Кирилл. Погодите, я хотел бы задать вам вопрос. Что вы разумеете под словами: «Жизнь, бедная, правдоподобная, неинтересная человеческая жизнь попытается воспроизвести чудеса искусства»? Я понимаю, когда вы ополчаетесь на манеру трактовать искусство как зеркало. Вам кажется, она низводит гений до роли зеркального осколка. Но неужели вы серьезно верите, словно жизнь подражает искусству, будто жизнь и есть на самом-то деле зеркало, а искусство — настоящая действительность?
Вивиан. Именно так. Как это ни кажется парадоксальным, — а парадоксы всегда опасны, — но справедливо, однако, что жизнь больше подражает искусству, нежели искусство подражает жизни. Не на наших ли глазах в Англии некий любопытный и чарующий тип красоты, изобретенный и развитый двумя талантливыми живописцами, оказал на жизнь такое сильное влияние, что стоит вам войти в любую частную галерею или в художественный салон, и вы непременно увидите либо мистические очи задушевных видений Россетти, длинную, белоснежную шею, странный квадратный подбородок, распущенные темные волосы, которые он страстно любил, либо нежные девичьи образы «Золотой лестницы»[35], цветоподобный рот и усталую томность «Laus Amoris»[36], бледное от страсти лицо Андромеды, тонкие руки и змеиную гибкость Вивианы в «Сне Мерлина»[37]. И это всегда бывает так. Великий художник изобретает тип, а жизнь старается скопировать его, воспроизвести в популярной форме, подобно предприимчивому издателю[38]. Ни Гольбейн, ни Ван Дейк не нашли в Англии того, что они дали нам. Они принесли с собою свои типы, и жизнь, со свойственным ей подражательным даром, сама снабдила мастера моделями. Греки понимали это своим тонко развитым художественным инстинктом и в спальне у новобрачной помещали изваяние Гермеса или Аполлона, дабы она рожала таких же красивых детей, как эти произведения искусства, на которые она будет глядеть в часы своих восторгов или мук. Они знали, что жизнь не только почерпает в искусстве глубину мысли и чувства, душевные бури или душевный покой, но и сама может облекаться в линии и краски искусства, может воссоздать достоинства Фидия в такой же мере, как и грацию Праксителя. Вот почему им был противен реализм: они не любили его по чисто социальным мотивам. Они чувствовали, что он непременно исковеркает человека, и в этом были правы. Мы стараемся улучшить условия народной жизни при помощи чистого воздуха, солнечного света, здоровой воды и отвратительных, голых казарм, в которых поселяем людей низшего класса. Но эти вещи обеспечивают лишь здоровье, они не создают красоты.

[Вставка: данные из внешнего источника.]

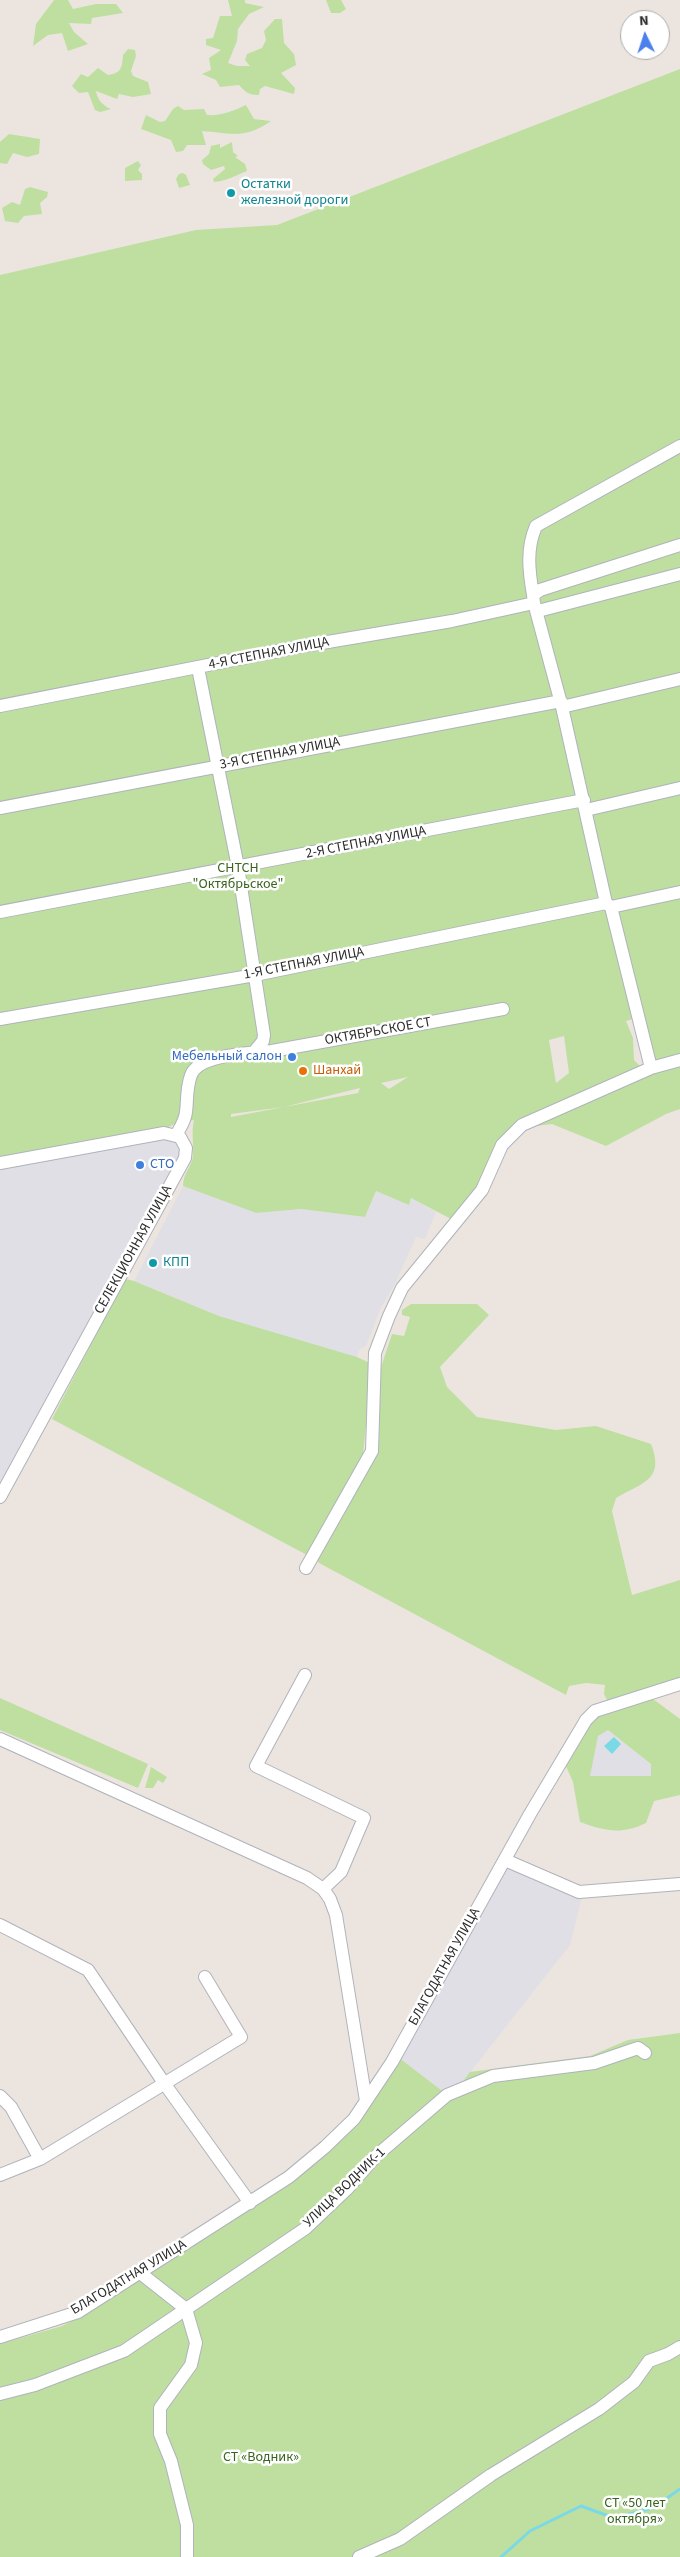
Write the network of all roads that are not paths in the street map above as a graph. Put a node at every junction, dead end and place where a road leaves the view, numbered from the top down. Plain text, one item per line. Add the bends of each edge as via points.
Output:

Для последней требуется искусство, и подлинные ученики великого художника — это не те, кто подражают ему и толпятся у него в мастерской, а те, кто сами становятся похожими на его произведения искусства, будут ли они пластическими, как во дни греков, или живописными, как в современную эпоху, — одним словом, жизнь — единственный, талантливейший ученик искусства.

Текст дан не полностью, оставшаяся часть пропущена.